Por Lucía Fonseca
En un país donde los micrófonos de la televisión abierta siguen siendo ocupados por personas que opinan de todo sin saber de nada, la moda se vuelve blanco fácil. No porque sea menos importante, sino porque sigue siendo mirada bajo el lente de la superficialidad, el clasismo y la ignorancia.

Una vez más hemos visto a panelistas de espectáculos criticar la apariencia de una mujer en horario prime, reduciendo su vestuario a un “fracaso” o un “exceso”, sin detenerse a pensar que la moda —más allá de tendencias o gustos personales— es historia, es tendencia, es conciencia social, es mensaje. La moda es política.
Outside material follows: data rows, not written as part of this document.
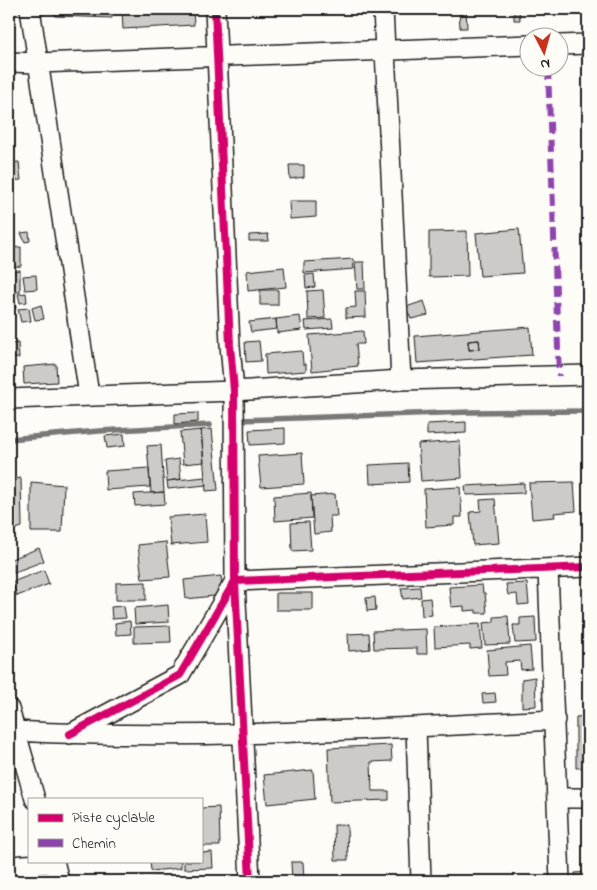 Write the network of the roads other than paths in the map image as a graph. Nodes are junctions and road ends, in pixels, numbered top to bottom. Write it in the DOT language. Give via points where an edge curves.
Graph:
graph roads {
  1 [pos="30,9"];
  2 [pos="215,9"];
  3 [pos="383,9"];
  4 [pos="588,44"];
  5 [pos="520,45"];
  6 [pos="570,45"];
  7 [pos="385,50"];
  8 [pos="217,56"];
  9 [pos="9,62"];
  10 [pos="38,63"];
  11 [pos="588,375"];
  12 [pos="401,380"];
  13 [pos="234,391"];
  14 [pos="89,395"];
  15 [pos="9,399"];
  16 [pos="588,567"];
  17 [pos="548,569"];
  18 [pos="235,581"];
  19 [pos="9,708"];
  20 [pos="554,720"];
  21 [pos="416,727"];
  22 [pos="15,731"];
  23 [pos="70,734"];
  24 [pos="242,734"];
  25 [pos="35,798"];
  26 [pos="557,798"];
  27 [pos="588,798"];
  28 [pos="54,862"];
  29 [pos="9,866"];
  30 [pos="59,881"];
  31 [pos="250,881"];
  32 [pos="420,881"];
  33 [pos="560,881"];
  1 -- 10 [label="street"];
  2 -- 8 [label="street"];
  3 -- 7 [label="street"];
  4 -- 6 [label="street"];
  5 -- 7 [label="street"];
  7 -- 8 [label="street"];
  7 -- 12 [label="street"];
  8 -- 10 [label="street"];
  8 -- 13 [label="street"];
  9 -- 10 [label="street"];
  10 -- 14 [label="street"];
  11 -- 12 [label="street"];
  12 -- 13 [label="street"];
  13 -- 14 [label="street"];
  13 -- 18 [label="street"];
  14 -- 15 [label="street"];
  16 -- 17 [label="street"];
  17 -- 18 [label="street"];
  17 -- 20 [label="street"];
  18 -- 23 [label="street" via="180,675"];
  18 -- 24 [label="street"];
  19 -- 22 [label="street"];
  20 -- 21 [label="street"];
  20 -- 26 [label="street"];
  21 -- 24 [label="street"];
  21 -- 32 [label="street"];
  22 -- 23 [label="street"];
  22 -- 25 [label="street"];
  23 -- 24 [label="street"];
  24 -- 31 [label="street"];
  26 -- 27 [label="street"];
  26 -- 33 [label="street"];
  28 -- 29 [label="street"];
  28 -- 30 [label="street"];
}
Lo peligroso de estos espacios no es solo que emiten opiniones sin fundamento. Lo verdaderamente alarmante es que se sigue validando la idea de que cualquiera puede hablar de moda sin preparación, sin cultura visual, sin contexto. Como si vestirse fuera un acto vacío y no una forma cotidiana de comunicar quiénes somos, de qué resistimos, qué queremos mostrar o esconder, de dónde venimos y hacia dónde vamos.
En un país donde aún se discrimina por cómo te vistes —sobre todo si eres mujer, migrante, trans, pobre o joven— es urgente entender que la ropa no es solo estética. Porque incluso cuando un outfit “no dice nada”, está diciendo algo.
Cuidar nuestro entorno incluye proteger el derecho a vestirnos como queramos, sin miedo al juicio público ni a las burlas en pantalla. Porque sentirnos segurxs al expresar algo a través de la ropa no es un lujo: es un derecho.
Quizás es momento de dejar de dar micrófono a quienes nunca han pisado una escuela de moda, ni han leído una página de algún libro de historia del vestuario, pero sí tienen tiempo de sobra para mirar en menos.